_Task requirements_
Please reproduce all entries word for word, leaving every image behind.
***** Raw data
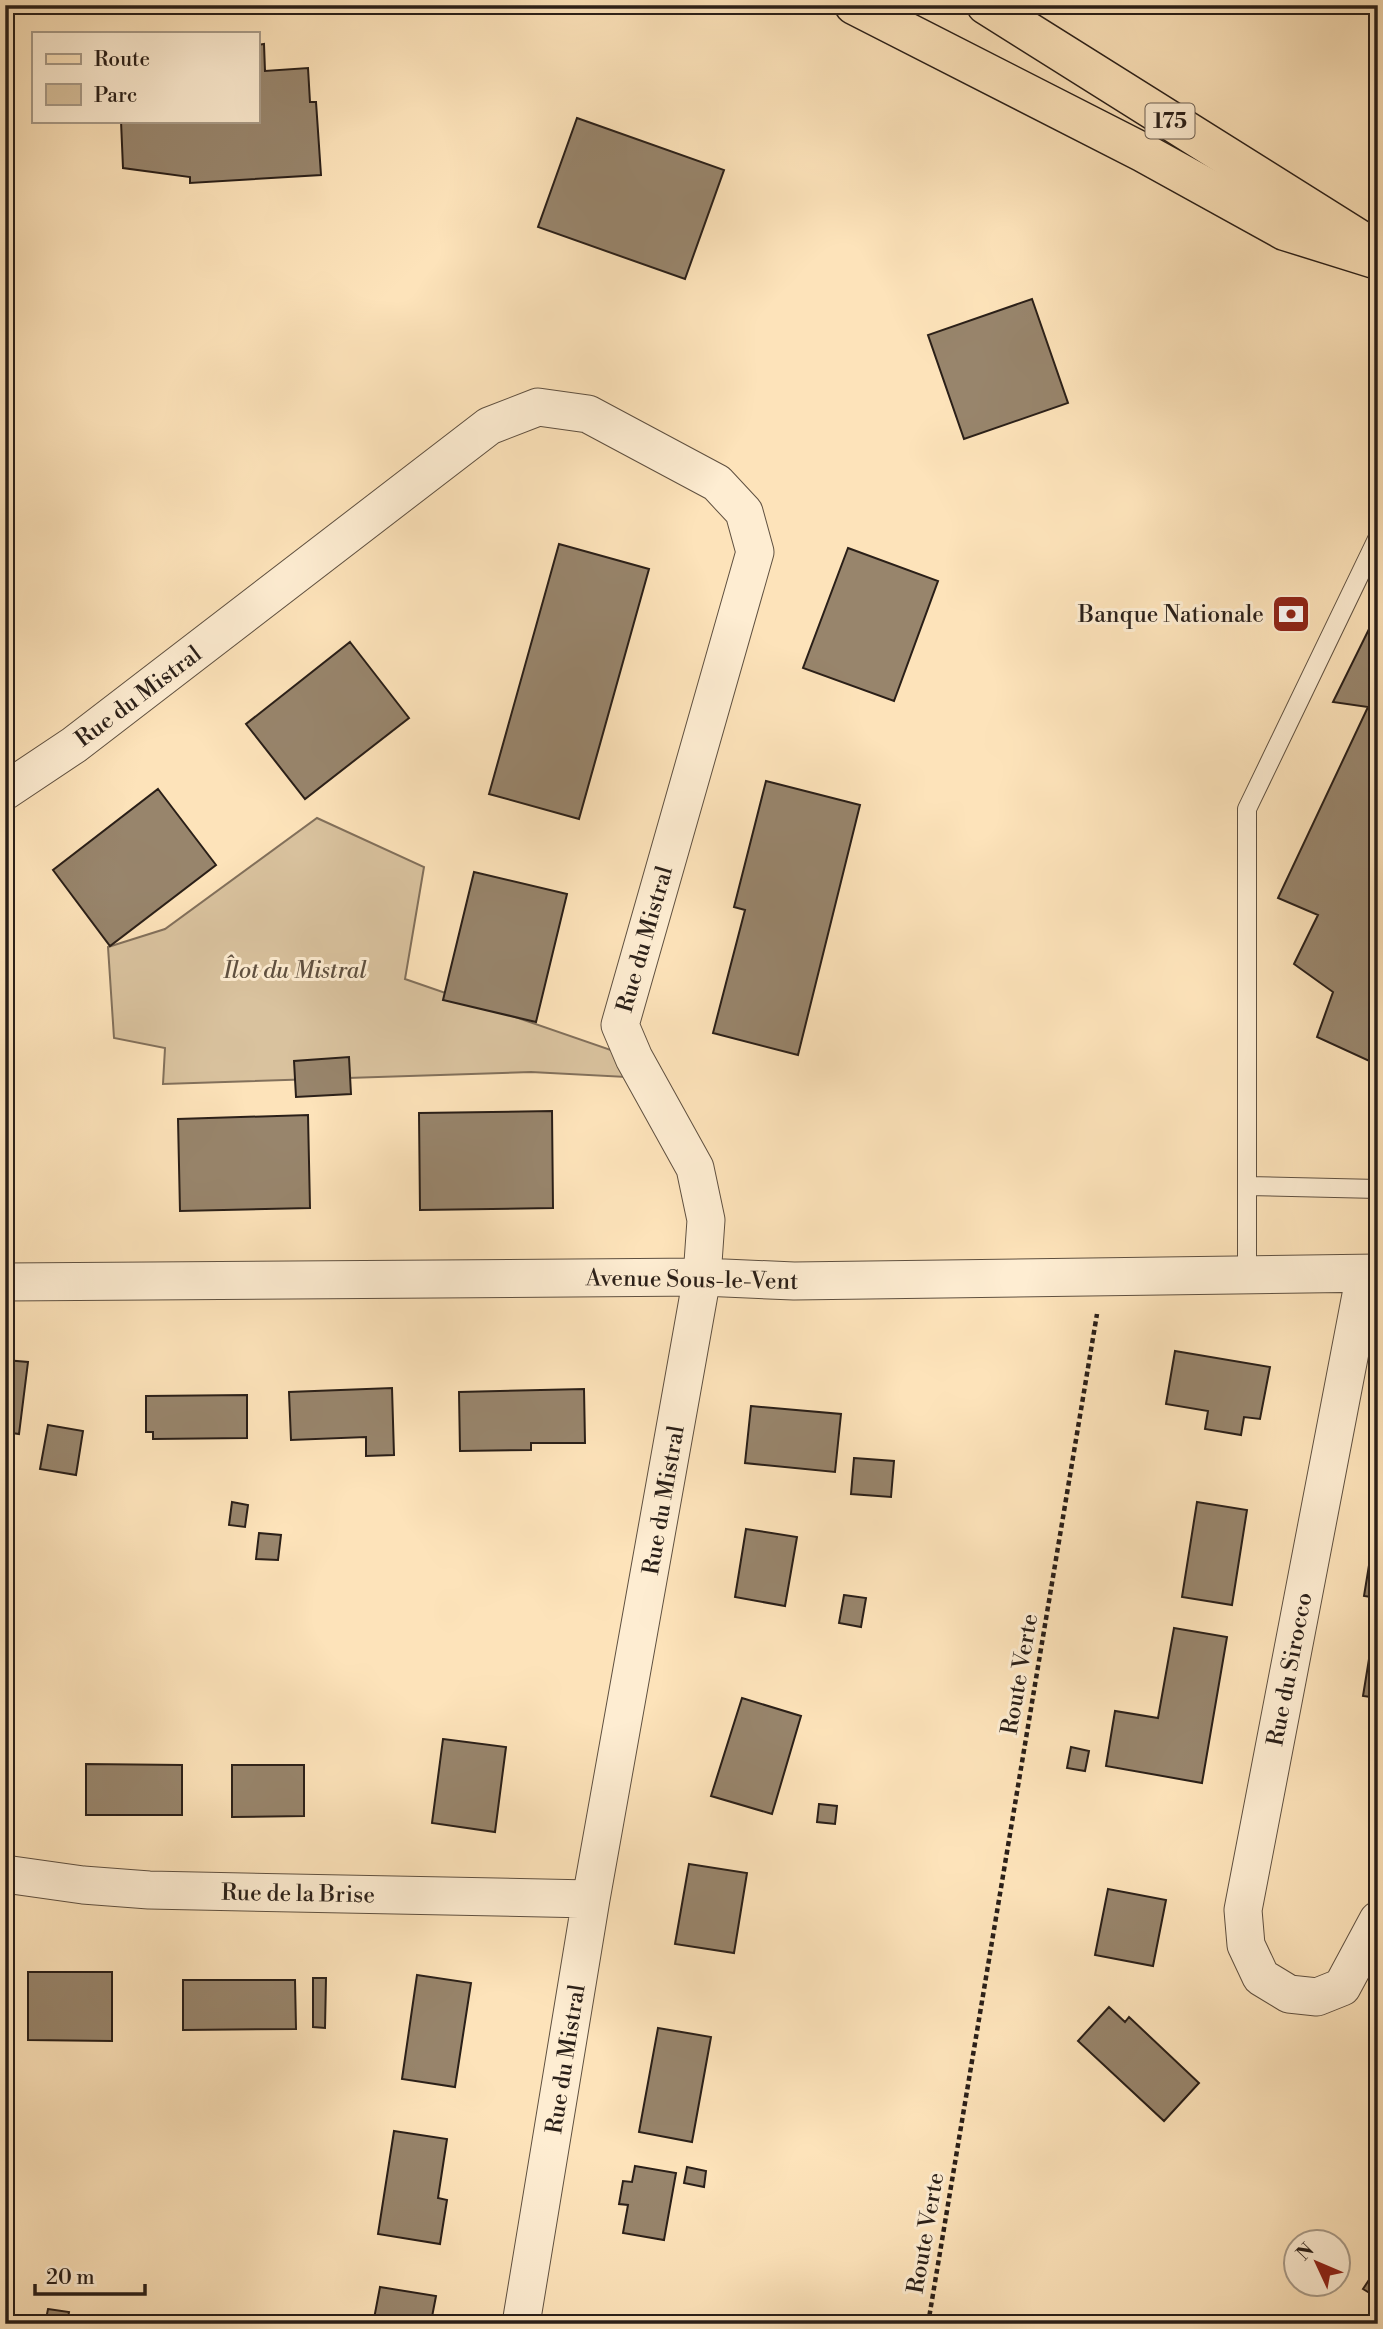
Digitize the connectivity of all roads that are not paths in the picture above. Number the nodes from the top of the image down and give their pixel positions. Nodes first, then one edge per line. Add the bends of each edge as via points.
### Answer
1 (854, 5) edge
2 (986, 5) edge
3 (1378, 251) edge
4 (1378, 260) edge
5 (1378, 537) edge
6 (5, 791) edge
7 (1247, 1186) junction
8 (1378, 1189) edge
9 (1371, 1274) edge
10 (1247, 1275) junction
11 (702, 1277) junction
12 (5, 1282) edge
13 (5, 1874) edge
14 (591, 1899) junction
15 (1378, 1920) edge
16 (522, 2324) edge

1 - 4 main road via 1144,153 1285,231
2 - 3 main road, 175
5 - 7 lane via 1247,808
6 - 11 street, Rue du Mistral via 75,745 489,426 538,407 589,414 717,483 744,512 755,552 620,1025 695,1168 706,1220
7 - 8 lane
7 - 10 lane
9 - 10 street, Avenue Sous-le-Vent
9 - 15 street, Rue du Sirocco via 1243,1910 1246,1945 1261,1977 1289,1994 1317,1997 1342,1987
10 - 11 street, Avenue Sous-le-Vent via 794,1281
11 - 12 street, Avenue Sous-le-Vent
11 - 14 street, Rue du Mistral
13 - 14 street, Rue de la Brise via 149,1890
14 - 16 street, Rue du Mistral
**********
_Answer box_
Digitize the connectivity of all roads that are not paths in the picture above. Number the nodes from the top of the image down and give their pixel positions. Nodes first, then one edge per line. Add the bends of each edge as via points.
### Answer
1 (854, 5) edge
2 (986, 5) edge
3 (1378, 251) edge
4 (1378, 260) edge
5 (1378, 537) edge
6 (5, 791) edge
7 (1247, 1186) junction
8 (1378, 1189) edge
9 (1371, 1274) edge
10 (1247, 1275) junction
11 (702, 1277) junction
12 (5, 1282) edge
13 (5, 1874) edge
14 (591, 1899) junction
15 (1378, 1920) edge
16 (522, 2324) edge

1 - 4 main road via 1144,153 1285,231
2 - 3 main road, 175
5 - 7 lane via 1247,808
6 - 11 street, Rue du Mistral via 75,745 489,426 538,407 589,414 717,483 744,512 755,552 620,1025 695,1168 706,1220
7 - 8 lane
7 - 10 lane
9 - 10 street, Avenue Sous-le-Vent
9 - 15 street, Rue du Sirocco via 1243,1910 1246,1945 1261,1977 1289,1994 1317,1997 1342,1987
10 - 11 street, Avenue Sous-le-Vent via 794,1281
11 - 12 street, Avenue Sous-le-Vent
11 - 14 street, Rue du Mistral
13 - 14 street, Rue de la Brise via 149,1890
14 - 16 street, Rue du Mistral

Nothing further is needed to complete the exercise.